What to produce: Return all lines in the data where the string "Восточная" can be found.

Records from a collection

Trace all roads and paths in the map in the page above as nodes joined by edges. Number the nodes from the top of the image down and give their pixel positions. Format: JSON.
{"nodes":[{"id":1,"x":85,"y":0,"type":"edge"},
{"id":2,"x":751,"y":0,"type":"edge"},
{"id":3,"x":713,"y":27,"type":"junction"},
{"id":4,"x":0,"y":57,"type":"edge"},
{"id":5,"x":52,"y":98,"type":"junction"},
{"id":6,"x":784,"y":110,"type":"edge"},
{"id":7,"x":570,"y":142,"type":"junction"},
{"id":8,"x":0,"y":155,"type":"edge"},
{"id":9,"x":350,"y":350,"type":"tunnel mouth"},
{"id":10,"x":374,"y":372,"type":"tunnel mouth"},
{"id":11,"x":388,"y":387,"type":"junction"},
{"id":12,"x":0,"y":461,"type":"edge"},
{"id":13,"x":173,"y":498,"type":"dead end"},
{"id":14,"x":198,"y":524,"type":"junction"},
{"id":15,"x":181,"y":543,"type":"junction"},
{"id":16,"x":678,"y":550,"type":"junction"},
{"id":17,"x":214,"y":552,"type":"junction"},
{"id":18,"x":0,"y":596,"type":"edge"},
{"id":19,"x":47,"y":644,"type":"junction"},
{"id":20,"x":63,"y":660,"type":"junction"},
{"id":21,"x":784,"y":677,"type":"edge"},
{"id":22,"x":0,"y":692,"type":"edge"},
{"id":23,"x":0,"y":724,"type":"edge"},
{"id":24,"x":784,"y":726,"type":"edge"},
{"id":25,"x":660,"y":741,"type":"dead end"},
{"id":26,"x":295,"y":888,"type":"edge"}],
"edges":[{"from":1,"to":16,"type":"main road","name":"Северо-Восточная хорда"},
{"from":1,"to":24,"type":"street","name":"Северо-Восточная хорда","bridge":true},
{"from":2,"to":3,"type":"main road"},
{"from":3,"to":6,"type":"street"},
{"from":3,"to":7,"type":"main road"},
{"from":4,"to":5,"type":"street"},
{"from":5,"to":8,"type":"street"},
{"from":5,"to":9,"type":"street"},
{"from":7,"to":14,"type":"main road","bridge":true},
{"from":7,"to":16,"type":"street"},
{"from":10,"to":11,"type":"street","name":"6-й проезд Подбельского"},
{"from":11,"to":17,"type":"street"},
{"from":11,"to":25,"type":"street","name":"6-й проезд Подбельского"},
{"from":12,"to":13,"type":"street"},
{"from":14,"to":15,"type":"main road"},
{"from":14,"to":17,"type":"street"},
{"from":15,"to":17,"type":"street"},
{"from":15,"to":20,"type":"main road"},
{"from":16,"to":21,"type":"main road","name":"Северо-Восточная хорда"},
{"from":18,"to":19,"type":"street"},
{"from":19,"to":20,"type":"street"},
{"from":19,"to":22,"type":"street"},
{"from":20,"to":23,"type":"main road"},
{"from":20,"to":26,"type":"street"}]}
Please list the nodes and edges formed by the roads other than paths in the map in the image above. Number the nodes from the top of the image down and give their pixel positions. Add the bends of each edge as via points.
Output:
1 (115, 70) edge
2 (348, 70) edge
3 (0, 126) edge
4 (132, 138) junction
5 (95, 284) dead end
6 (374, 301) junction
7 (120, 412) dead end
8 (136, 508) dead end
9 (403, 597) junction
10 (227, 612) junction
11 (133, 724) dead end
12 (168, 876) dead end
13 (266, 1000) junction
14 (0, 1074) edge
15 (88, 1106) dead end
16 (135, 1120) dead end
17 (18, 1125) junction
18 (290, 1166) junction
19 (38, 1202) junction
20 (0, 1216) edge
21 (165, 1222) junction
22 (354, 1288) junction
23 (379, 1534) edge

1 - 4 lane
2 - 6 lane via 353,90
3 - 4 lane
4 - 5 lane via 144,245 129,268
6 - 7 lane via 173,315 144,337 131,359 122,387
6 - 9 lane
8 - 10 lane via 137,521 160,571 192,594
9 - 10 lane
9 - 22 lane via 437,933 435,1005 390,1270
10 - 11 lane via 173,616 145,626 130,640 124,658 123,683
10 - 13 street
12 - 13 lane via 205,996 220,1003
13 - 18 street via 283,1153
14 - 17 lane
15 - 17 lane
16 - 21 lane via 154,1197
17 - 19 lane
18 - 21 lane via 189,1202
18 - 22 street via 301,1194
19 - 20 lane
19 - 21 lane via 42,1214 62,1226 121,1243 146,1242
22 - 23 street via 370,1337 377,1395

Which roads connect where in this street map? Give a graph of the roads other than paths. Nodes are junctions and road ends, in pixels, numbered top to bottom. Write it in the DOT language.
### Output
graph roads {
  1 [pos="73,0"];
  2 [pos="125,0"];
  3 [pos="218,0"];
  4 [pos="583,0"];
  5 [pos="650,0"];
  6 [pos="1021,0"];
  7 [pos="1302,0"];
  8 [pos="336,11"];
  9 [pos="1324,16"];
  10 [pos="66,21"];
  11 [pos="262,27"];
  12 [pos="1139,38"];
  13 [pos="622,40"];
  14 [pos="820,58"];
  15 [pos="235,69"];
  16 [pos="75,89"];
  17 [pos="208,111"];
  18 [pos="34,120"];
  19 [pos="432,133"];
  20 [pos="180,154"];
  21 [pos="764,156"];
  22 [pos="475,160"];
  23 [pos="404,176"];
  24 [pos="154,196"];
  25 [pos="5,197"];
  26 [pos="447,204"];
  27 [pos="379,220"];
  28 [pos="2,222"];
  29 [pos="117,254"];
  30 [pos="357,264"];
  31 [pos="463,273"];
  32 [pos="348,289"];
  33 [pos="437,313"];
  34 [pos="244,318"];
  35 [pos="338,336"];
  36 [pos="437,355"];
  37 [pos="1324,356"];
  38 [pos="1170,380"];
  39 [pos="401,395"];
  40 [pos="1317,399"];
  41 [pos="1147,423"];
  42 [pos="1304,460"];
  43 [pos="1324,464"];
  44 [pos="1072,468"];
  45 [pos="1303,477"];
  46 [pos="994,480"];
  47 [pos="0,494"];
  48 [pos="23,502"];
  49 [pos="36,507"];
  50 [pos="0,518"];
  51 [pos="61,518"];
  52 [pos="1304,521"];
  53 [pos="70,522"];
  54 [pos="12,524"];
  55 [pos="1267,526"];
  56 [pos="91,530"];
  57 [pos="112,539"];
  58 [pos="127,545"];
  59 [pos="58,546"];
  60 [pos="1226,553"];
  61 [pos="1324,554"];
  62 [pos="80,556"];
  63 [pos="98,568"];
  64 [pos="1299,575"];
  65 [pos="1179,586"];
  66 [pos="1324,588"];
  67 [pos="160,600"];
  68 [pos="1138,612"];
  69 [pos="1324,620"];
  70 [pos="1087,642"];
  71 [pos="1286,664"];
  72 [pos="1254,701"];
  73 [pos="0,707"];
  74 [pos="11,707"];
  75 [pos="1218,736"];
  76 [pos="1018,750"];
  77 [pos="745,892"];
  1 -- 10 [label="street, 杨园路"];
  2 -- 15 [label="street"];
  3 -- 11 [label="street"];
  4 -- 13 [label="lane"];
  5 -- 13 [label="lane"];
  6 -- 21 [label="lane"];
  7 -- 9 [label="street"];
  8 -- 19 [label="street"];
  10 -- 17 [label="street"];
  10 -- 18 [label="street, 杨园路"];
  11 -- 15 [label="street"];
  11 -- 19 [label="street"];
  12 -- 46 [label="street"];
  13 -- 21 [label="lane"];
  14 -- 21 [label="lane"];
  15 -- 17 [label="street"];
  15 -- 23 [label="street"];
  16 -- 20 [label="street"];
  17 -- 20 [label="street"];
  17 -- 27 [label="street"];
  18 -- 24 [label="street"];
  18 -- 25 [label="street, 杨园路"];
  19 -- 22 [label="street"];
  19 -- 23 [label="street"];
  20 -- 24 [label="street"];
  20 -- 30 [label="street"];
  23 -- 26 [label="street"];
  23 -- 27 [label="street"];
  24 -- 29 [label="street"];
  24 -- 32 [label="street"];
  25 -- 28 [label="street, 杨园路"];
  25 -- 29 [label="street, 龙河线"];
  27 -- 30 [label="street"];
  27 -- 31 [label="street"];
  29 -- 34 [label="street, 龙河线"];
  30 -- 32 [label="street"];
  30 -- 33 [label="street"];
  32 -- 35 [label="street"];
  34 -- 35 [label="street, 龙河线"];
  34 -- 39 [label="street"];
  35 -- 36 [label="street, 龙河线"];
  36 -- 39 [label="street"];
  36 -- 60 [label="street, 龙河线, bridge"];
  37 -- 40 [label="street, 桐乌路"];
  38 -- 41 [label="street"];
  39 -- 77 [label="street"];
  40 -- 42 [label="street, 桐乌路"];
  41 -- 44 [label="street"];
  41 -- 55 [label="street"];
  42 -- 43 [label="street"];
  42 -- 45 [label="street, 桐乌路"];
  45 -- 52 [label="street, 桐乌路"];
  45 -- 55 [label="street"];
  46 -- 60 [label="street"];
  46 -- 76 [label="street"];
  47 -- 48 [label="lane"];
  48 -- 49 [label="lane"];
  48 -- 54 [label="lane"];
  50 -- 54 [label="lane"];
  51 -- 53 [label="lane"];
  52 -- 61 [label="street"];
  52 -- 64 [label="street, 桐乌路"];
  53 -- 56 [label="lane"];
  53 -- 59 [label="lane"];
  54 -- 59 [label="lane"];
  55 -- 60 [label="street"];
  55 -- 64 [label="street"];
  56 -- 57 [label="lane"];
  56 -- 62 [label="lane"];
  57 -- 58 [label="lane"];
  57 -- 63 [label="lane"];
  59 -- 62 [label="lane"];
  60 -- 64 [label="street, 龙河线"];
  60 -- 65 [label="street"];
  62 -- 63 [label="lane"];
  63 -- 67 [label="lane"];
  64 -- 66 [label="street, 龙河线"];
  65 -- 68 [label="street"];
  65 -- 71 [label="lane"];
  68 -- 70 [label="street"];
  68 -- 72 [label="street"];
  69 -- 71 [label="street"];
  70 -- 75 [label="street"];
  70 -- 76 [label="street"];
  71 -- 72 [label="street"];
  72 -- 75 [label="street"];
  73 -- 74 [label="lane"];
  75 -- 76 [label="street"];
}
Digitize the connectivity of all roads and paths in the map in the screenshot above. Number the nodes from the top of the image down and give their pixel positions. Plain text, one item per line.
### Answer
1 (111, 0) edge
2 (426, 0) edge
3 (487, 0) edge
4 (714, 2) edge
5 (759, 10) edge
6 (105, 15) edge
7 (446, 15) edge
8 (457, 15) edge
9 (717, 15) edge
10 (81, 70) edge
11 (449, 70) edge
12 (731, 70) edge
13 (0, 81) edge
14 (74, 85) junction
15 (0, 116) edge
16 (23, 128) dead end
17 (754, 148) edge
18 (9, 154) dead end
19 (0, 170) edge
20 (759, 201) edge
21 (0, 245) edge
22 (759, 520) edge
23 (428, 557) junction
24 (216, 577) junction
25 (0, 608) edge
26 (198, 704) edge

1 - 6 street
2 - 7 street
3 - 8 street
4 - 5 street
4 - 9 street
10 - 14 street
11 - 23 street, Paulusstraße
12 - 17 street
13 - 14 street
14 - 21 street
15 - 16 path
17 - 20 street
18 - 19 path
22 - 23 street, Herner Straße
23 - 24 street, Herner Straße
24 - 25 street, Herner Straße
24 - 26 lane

Response for this exercise:
"edges":[{"from":1,"to":16,"type":"main road","name":"Северо-Восточная хорда"},
{"from":1,"to":24,"type":"street","name":"Северо-Восточная хорда","bridge":true},
{"from":16,"to":21,"type":"main road","name":"Северо-Восточная хорда"},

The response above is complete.